┌─ RAW DATA

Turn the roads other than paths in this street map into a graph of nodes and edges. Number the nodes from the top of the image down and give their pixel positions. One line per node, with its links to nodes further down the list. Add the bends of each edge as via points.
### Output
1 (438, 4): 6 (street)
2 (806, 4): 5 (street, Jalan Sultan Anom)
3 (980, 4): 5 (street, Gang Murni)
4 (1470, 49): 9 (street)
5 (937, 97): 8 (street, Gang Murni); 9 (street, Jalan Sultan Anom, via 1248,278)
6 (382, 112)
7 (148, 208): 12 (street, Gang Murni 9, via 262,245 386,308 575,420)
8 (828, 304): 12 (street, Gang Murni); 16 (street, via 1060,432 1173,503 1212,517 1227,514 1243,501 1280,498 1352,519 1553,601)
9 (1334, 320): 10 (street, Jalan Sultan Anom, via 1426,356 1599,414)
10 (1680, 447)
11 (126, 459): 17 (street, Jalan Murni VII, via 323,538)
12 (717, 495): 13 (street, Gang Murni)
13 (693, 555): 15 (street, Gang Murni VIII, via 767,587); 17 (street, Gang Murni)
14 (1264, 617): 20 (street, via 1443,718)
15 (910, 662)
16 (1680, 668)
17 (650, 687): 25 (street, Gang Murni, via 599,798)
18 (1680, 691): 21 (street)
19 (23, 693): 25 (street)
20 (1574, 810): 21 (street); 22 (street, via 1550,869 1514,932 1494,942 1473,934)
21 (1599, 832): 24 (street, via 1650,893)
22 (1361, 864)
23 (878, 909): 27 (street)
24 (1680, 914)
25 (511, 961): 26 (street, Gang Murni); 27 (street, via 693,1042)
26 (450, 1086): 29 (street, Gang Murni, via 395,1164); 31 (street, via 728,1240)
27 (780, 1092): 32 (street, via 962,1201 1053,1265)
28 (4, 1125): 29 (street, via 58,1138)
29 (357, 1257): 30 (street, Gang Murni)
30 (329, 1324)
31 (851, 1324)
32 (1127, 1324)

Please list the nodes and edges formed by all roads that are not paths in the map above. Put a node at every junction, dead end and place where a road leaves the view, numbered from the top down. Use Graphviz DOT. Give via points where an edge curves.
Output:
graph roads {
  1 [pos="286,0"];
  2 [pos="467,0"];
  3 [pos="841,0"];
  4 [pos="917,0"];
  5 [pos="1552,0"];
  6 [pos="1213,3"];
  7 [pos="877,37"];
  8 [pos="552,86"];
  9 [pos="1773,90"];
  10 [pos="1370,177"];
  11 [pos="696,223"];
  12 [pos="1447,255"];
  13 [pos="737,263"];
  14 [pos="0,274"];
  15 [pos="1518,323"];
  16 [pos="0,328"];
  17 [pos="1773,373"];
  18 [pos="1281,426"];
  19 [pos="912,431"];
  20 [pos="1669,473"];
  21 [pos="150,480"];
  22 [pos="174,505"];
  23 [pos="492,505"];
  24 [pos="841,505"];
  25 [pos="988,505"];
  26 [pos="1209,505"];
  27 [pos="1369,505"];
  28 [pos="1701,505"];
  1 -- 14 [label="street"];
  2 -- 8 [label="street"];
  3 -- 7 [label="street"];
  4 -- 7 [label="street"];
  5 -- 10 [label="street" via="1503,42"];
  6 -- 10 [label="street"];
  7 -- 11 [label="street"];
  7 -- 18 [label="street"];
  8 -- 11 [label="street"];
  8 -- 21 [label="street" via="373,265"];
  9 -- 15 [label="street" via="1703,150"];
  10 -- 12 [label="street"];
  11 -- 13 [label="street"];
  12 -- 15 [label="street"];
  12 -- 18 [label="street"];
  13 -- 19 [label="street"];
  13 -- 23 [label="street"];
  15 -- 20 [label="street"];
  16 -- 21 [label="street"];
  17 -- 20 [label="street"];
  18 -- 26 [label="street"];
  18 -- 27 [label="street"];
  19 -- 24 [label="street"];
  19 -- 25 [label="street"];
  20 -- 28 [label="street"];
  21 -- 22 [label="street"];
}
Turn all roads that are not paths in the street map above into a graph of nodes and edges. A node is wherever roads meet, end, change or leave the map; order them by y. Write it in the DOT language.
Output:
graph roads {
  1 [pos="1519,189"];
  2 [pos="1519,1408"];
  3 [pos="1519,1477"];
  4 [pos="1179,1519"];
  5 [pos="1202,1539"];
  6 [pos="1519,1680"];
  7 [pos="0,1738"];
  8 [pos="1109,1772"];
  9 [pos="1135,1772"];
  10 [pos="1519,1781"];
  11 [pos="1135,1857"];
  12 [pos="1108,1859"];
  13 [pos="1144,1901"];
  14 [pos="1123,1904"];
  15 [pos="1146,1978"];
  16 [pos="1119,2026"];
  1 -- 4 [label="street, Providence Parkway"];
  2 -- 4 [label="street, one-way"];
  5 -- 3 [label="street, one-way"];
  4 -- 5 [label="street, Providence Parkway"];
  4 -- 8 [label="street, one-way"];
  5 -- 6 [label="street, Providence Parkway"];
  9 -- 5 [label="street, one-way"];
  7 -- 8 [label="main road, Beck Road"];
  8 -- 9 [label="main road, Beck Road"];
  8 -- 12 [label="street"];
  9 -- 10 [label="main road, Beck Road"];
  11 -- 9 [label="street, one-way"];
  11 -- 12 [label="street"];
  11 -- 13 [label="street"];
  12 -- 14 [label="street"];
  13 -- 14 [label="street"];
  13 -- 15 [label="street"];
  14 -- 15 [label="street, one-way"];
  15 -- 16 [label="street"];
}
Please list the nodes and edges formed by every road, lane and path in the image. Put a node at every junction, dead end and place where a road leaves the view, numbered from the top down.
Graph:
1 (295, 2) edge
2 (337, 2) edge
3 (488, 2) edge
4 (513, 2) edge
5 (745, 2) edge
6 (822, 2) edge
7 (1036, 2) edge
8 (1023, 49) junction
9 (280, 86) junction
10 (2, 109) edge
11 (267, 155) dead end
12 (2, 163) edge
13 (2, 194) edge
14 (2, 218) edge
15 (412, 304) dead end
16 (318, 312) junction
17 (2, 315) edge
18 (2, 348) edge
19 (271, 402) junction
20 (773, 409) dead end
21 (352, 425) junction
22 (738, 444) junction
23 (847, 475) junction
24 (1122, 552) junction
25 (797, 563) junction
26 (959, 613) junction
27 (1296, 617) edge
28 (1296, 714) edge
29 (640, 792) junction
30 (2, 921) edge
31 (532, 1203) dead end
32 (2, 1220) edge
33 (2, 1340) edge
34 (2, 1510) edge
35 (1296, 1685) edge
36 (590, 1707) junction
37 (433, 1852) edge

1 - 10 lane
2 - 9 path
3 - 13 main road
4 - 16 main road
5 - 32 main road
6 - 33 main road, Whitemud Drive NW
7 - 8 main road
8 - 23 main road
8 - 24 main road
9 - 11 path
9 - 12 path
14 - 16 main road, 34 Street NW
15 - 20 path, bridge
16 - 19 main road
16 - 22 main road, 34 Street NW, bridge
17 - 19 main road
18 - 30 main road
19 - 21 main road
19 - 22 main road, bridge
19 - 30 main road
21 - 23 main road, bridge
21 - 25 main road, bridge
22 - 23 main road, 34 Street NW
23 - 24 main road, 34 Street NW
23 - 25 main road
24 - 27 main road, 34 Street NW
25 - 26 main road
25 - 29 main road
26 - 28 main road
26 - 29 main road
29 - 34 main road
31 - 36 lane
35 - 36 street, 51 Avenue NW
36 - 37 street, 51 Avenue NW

└─

» WHAT IS BEING ASKED: Each line above is to be reproduced exactly. Leave none out.

» TASK ANSWER:
Turn the roads other than paths in this street map into a graph of nodes and edges. Number the nodes from the top of the image down and give their pixel positions. One line per node, with its links to nodes further down the list. Add the bends of each edge as via points.
### Output
1 (438, 4): 6 (street)
2 (806, 4): 5 (street, Jalan Sultan Anom)
3 (980, 4): 5 (street, Gang Murni)
4 (1470, 49): 9 (street)
5 (937, 97): 8 (street, Gang Murni); 9 (street, Jalan Sultan Anom, via 1248,278)
6 (382, 112)
7 (148, 208): 12 (street, Gang Murni 9, via 262,245 386,308 575,420)
8 (828, 304): 12 (street, Gang Murni); 16 (street, via 1060,432 1173,503 1212,517 1227,514 1243,501 1280,498 1352,519 1553,601)
9 (1334, 320): 10 (street, Jalan Sultan Anom, via 1426,356 1599,414)
10 (1680, 447)
11 (126, 459): 17 (street, Jalan Murni VII, via 323,538)
12 (717, 495): 13 (street, Gang Murni)
13 (693, 555): 15 (street, Gang Murni VIII, via 767,587); 17 (street, Gang Murni)
14 (1264, 617): 20 (street, via 1443,718)
15 (910, 662)
16 (1680, 668)
17 (650, 687): 25 (street, Gang Murni, via 599,798)
18 (1680, 691): 21 (street)
19 (23, 693): 25 (street)
20 (1574, 810): 21 (street); 22 (street, via 1550,869 1514,932 1494,942 1473,934)
21 (1599, 832): 24 (street, via 1650,893)
22 (1361, 864)
23 (878, 909): 27 (street)
24 (1680, 914)
25 (511, 961): 26 (street, Gang Murni); 27 (street, via 693,1042)
26 (450, 1086): 29 (street, Gang Murni, via 395,1164); 31 (street, via 728,1240)
27 (780, 1092): 32 (street, via 962,1201 1053,1265)
28 (4, 1125): 29 (street, via 58,1138)
29 (357, 1257): 30 (street, Gang Murni)
30 (329, 1324)
31 (851, 1324)
32 (1127, 1324)

Please list the nodes and edges formed by all roads that are not paths in the map above. Put a node at every junction, dead end and place where a road leaves the view, numbered from the top down. Use Graphviz DOT. Give via points where an edge curves.
Output:
graph roads {
  1 [pos="286,0"];
  2 [pos="467,0"];
  3 [pos="841,0"];
  4 [pos="917,0"];
  5 [pos="1552,0"];
  6 [pos="1213,3"];
  7 [pos="877,37"];
  8 [pos="552,86"];
  9 [pos="1773,90"];
  10 [pos="1370,177"];
  11 [pos="696,223"];
  12 [pos="1447,255"];
  13 [pos="737,263"];
  14 [pos="0,274"];
  15 [pos="1518,323"];
  16 [pos="0,328"];
  17 [pos="1773,373"];
  18 [pos="1281,426"];
  19 [pos="912,431"];
  20 [pos="1669,473"];
  21 [pos="150,480"];
  22 [pos="174,505"];
  23 [pos="492,505"];
  24 [pos="841,505"];
  25 [pos="988,505"];
  26 [pos="1209,505"];
  27 [pos="1369,505"];
  28 [pos="1701,505"];
  1 -- 14 [label="street"];
  2 -- 8 [label="street"];
  3 -- 7 [label="street"];
  4 -- 7 [label="street"];
  5 -- 10 [label="street" via="1503,42"];
  6 -- 10 [label="street"];
  7 -- 11 [label="street"];
  7 -- 18 [label="street"];
  8 -- 11 [label="street"];
  8 -- 21 [label="street" via="373,265"];
  9 -- 15 [label="street" via="1703,150"];
  10 -- 12 [label="street"];
  11 -- 13 [label="street"];
  12 -- 15 [label="street"];
  12 -- 18 [label="street"];
  13 -- 19 [label="street"];
  13 -- 23 [label="street"];
  15 -- 20 [label="street"];
  16 -- 21 [label="street"];
  17 -- 20 [label="street"];
  18 -- 26 [label="street"];
  18 -- 27 [label="street"];
  19 -- 24 [label="street"];
  19 -- 25 [label="street"];
  20 -- 28 [label="street"];
  21 -- 22 [label="street"];
}
Turn all roads that are not paths in the street map above into a graph of nodes and edges. A node is wherever roads meet, end, change or leave the map; order them by y. Write it in the DOT language.
Output:
graph roads {
  1 [pos="1519,189"];
  2 [pos="1519,1408"];
  3 [pos="1519,1477"];
  4 [pos="1179,1519"];
  5 [pos="1202,1539"];
  6 [pos="1519,1680"];
  7 [pos="0,1738"];
  8 [pos="1109,1772"];
  9 [pos="1135,1772"];
  10 [pos="1519,1781"];
  11 [pos="1135,1857"];
  12 [pos="1108,1859"];
  13 [pos="1144,1901"];
  14 [pos="1123,1904"];
  15 [pos="1146,1978"];
  16 [pos="1119,2026"];
  1 -- 4 [label="street, Providence Parkway"];
  2 -- 4 [label="street, one-way"];
  5 -- 3 [label="street, one-way"];
  4 -- 5 [label="street, Providence Parkway"];
  4 -- 8 [label="street, one-way"];
  5 -- 6 [label="street, Providence Parkway"];
  9 -- 5 [label="street, one-way"];
  7 -- 8 [label="main road, Beck Road"];
  8 -- 9 [label="main road, Beck Road"];
  8 -- 12 [label="street"];
  9 -- 10 [label="main road, Beck Road"];
  11 -- 9 [label="street, one-way"];
  11 -- 12 [label="street"];
  11 -- 13 [label="street"];
  12 -- 14 [label="street"];
  13 -- 14 [label="street"];
  13 -- 15 [label="street"];
  14 -- 15 [label="street, one-way"];
  15 -- 16 [label="street"];
}
Please list the nodes and edges formed by every road, lane and path in the image. Put a node at every junction, dead end and place where a road leaves the view, numbered from the top down.
Graph:
1 (295, 2) edge
2 (337, 2) edge
3 (488, 2) edge
4 (513, 2) edge
5 (745, 2) edge
6 (822, 2) edge
7 (1036, 2) edge
8 (1023, 49) junction
9 (280, 86) junction
10 (2, 109) edge
11 (267, 155) dead end
12 (2, 163) edge
13 (2, 194) edge
14 (2, 218) edge
15 (412, 304) dead end
16 (318, 312) junction
17 (2, 315) edge
18 (2, 348) edge
19 (271, 402) junction
20 (773, 409) dead end
21 (352, 425) junction
22 (738, 444) junction
23 (847, 475) junction
24 (1122, 552) junction
25 (797, 563) junction
26 (959, 613) junction
27 (1296, 617) edge
28 (1296, 714) edge
29 (640, 792) junction
30 (2, 921) edge
31 (532, 1203) dead end
32 (2, 1220) edge
33 (2, 1340) edge
34 (2, 1510) edge
35 (1296, 1685) edge
36 (590, 1707) junction
37 (433, 1852) edge

1 - 10 lane
2 - 9 path
3 - 13 main road
4 - 16 main road
5 - 32 main road
6 - 33 main road, Whitemud Drive NW
7 - 8 main road
8 - 23 main road
8 - 24 main road
9 - 11 path
9 - 12 path
14 - 16 main road, 34 Street NW
15 - 20 path, bridge
16 - 19 main road
16 - 22 main road, 34 Street NW, bridge
17 - 19 main road
18 - 30 main road
19 - 21 main road
19 - 22 main road, bridge
19 - 30 main road
21 - 23 main road, bridge
21 - 25 main road, bridge
22 - 23 main road, 34 Street NW
23 - 24 main road, 34 Street NW
23 - 25 main road
24 - 27 main road, 34 Street NW
25 - 26 main road
25 - 29 main road
26 - 28 main road
26 - 29 main road
29 - 34 main road
31 - 36 lane
35 - 36 street, 51 Avenue NW
36 - 37 street, 51 Avenue NW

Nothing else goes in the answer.